- Opening Delimiter -

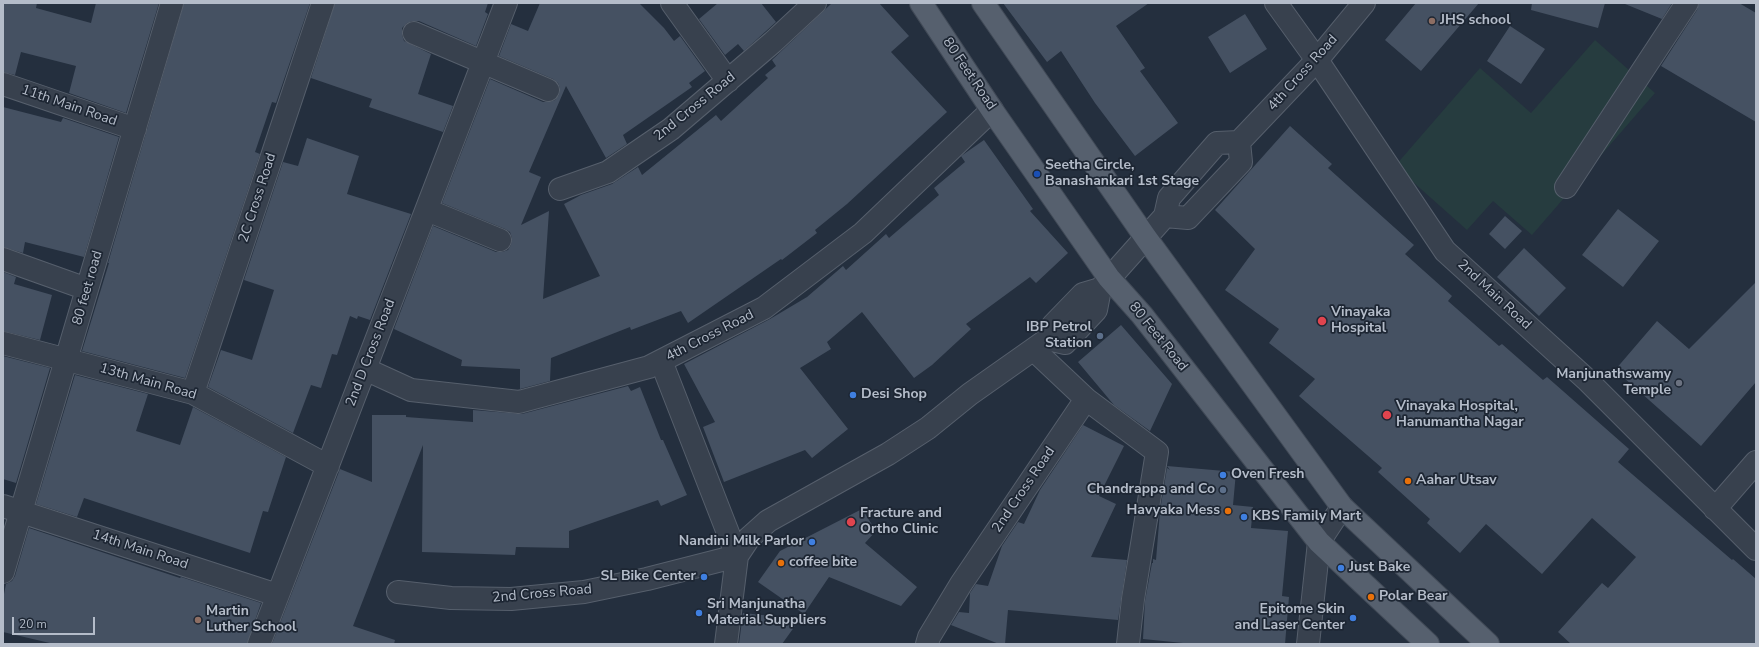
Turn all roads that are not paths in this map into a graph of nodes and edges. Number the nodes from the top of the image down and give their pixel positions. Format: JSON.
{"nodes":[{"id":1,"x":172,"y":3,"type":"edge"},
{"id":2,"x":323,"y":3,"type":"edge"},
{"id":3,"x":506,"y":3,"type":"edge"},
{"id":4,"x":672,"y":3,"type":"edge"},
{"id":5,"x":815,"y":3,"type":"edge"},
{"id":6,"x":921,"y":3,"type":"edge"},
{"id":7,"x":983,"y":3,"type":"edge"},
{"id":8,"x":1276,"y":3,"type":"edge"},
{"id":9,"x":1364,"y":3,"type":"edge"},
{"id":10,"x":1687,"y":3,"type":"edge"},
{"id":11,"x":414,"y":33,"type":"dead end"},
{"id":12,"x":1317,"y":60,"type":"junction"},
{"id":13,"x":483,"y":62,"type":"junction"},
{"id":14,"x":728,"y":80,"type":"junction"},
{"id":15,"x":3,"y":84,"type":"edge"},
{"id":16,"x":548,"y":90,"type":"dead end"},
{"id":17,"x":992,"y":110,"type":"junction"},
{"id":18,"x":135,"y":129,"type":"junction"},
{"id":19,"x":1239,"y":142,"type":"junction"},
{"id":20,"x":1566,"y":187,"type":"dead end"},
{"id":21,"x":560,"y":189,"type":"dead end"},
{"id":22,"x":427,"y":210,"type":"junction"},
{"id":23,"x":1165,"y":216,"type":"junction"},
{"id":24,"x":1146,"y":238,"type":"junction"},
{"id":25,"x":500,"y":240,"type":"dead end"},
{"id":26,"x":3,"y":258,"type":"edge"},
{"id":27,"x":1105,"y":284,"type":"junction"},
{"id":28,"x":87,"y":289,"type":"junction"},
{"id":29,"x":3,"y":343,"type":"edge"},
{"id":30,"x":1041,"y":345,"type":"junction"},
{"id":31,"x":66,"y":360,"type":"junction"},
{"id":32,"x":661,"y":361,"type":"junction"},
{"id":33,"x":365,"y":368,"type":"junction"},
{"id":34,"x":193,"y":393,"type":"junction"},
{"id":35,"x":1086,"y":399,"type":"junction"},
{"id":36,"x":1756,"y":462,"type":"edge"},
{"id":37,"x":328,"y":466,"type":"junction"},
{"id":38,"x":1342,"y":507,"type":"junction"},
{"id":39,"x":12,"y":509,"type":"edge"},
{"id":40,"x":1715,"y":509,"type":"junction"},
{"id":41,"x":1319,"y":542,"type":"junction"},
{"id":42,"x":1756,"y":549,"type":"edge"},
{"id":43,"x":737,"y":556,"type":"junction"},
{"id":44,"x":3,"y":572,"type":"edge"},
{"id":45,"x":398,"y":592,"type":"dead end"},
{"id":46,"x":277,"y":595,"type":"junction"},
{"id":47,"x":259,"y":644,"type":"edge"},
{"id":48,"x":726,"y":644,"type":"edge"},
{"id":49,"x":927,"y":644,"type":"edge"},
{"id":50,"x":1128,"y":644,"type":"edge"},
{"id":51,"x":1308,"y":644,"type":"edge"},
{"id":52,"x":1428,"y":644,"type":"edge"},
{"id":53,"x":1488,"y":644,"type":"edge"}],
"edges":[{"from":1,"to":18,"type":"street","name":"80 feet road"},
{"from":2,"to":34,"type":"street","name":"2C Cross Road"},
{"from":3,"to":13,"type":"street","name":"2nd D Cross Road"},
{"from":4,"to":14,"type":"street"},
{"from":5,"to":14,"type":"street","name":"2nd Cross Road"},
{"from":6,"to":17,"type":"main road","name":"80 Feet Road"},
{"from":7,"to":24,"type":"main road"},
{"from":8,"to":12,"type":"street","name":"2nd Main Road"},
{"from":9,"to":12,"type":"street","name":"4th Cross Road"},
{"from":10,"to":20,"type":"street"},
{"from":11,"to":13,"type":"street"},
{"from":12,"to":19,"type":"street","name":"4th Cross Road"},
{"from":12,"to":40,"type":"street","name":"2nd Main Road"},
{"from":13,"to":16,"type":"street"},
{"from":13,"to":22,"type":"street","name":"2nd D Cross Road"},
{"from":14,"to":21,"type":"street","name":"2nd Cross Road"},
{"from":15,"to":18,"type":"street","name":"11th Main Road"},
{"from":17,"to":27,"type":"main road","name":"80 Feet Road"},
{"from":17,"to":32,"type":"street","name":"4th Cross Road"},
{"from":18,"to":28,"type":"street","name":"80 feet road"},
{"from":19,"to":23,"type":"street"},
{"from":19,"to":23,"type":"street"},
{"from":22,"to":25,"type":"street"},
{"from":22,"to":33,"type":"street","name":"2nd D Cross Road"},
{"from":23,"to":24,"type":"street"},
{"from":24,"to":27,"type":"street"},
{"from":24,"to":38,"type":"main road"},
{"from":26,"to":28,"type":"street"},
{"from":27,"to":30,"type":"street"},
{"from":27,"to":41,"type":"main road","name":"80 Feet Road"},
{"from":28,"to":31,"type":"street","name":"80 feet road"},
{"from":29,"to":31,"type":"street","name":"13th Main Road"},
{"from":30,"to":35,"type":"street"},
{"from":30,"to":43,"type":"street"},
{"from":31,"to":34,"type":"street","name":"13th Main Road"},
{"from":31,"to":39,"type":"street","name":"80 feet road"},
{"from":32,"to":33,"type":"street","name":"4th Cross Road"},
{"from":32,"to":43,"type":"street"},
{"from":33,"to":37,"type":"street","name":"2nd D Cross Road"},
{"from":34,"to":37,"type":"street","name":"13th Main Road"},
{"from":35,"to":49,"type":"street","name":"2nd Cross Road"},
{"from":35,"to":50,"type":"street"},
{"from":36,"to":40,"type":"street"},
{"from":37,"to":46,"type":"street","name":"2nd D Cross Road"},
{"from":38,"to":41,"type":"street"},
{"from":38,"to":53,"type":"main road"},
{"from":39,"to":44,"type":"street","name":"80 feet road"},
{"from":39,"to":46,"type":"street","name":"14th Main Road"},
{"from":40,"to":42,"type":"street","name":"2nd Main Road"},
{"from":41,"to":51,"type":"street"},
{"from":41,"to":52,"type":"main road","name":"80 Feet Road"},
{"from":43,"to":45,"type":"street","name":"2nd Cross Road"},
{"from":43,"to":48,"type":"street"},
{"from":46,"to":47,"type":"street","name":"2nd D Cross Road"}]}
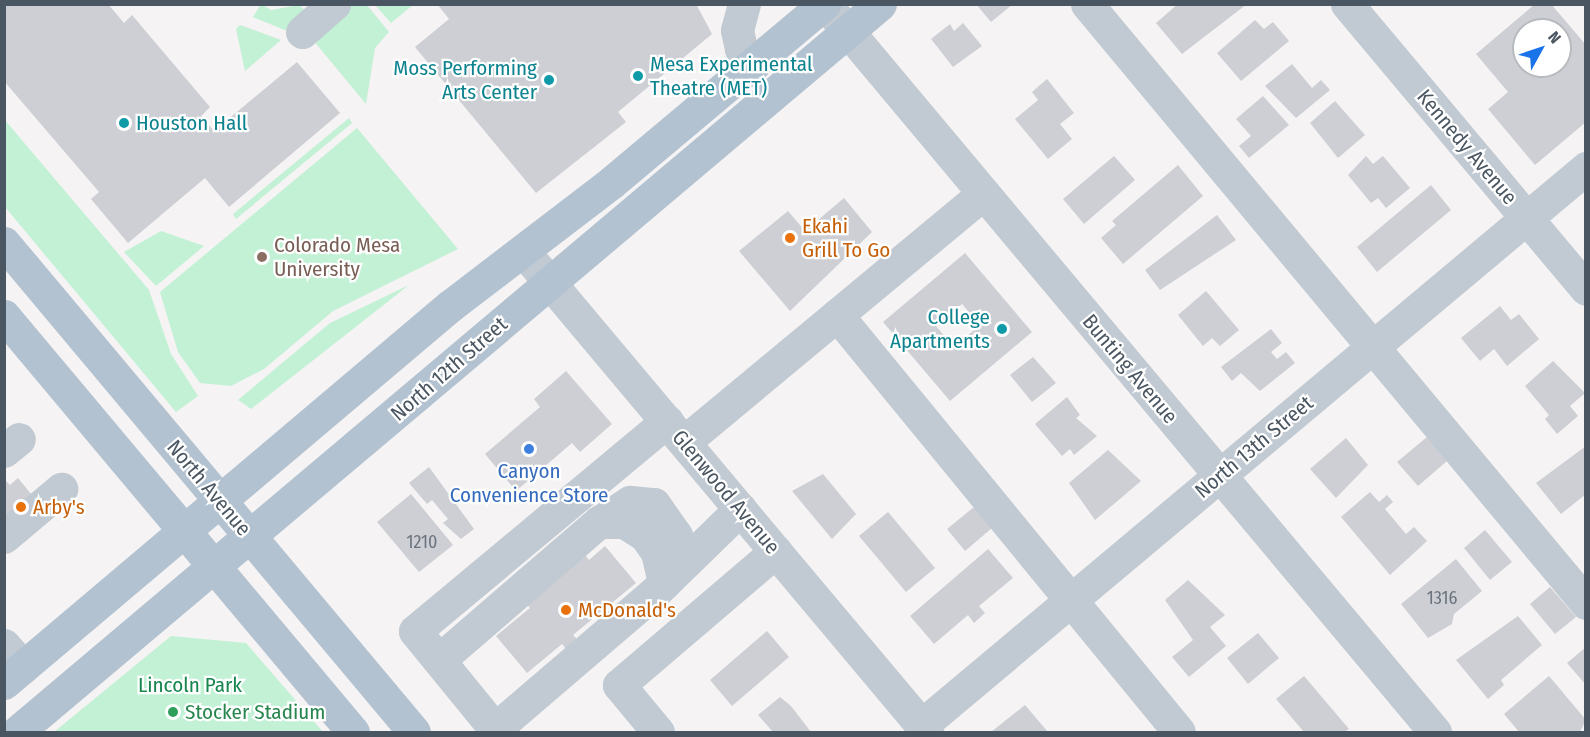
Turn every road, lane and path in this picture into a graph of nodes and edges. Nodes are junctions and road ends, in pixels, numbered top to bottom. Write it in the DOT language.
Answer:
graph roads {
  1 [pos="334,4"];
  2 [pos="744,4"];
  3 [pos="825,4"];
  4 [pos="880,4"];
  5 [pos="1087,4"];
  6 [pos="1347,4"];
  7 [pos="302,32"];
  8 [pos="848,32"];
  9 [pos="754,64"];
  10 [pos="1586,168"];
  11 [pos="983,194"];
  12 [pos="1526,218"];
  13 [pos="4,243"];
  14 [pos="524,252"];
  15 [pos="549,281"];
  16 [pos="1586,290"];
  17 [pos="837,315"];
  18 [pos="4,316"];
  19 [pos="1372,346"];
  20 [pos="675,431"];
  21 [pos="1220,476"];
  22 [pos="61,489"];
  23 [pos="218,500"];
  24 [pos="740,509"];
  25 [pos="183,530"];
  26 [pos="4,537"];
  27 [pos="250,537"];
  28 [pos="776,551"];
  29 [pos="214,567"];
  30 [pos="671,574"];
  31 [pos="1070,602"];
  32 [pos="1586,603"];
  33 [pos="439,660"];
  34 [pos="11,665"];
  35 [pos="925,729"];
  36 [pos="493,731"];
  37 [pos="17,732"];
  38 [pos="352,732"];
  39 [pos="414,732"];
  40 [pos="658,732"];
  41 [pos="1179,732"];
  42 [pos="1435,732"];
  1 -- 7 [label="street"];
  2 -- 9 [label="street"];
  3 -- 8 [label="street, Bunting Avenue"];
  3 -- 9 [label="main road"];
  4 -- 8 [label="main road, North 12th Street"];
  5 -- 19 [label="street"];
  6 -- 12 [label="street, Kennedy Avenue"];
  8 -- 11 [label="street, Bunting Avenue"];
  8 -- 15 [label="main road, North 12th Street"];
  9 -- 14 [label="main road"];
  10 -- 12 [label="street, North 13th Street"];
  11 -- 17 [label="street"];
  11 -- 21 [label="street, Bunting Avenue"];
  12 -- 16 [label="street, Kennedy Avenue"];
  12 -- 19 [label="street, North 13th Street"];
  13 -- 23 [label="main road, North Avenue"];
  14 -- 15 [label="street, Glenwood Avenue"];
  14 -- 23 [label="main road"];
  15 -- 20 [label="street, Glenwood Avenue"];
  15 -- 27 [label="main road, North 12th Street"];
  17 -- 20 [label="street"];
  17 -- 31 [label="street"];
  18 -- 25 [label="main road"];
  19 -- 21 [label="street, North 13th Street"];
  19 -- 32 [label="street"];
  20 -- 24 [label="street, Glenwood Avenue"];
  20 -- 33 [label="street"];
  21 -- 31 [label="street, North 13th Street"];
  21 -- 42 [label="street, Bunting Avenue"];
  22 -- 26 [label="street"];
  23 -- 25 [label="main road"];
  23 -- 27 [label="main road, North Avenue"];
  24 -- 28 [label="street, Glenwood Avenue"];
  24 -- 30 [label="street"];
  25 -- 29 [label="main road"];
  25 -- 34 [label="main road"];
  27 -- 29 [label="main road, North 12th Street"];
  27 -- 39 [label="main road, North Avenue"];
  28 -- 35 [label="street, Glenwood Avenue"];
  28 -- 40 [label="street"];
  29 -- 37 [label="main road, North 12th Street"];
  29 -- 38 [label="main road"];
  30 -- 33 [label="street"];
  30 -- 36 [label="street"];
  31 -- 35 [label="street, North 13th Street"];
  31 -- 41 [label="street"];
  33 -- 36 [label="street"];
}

- Closing Delimiter -

Scan the entries above and copy each line where "roads" occurs.

RESPONSE FOR THIS EXERCISE:
Turn all roads that are not paths in this map into a graph of nodes and edges. Number the nodes from the top of the image down and give their pixel positions. Format: JSON.
graph roads {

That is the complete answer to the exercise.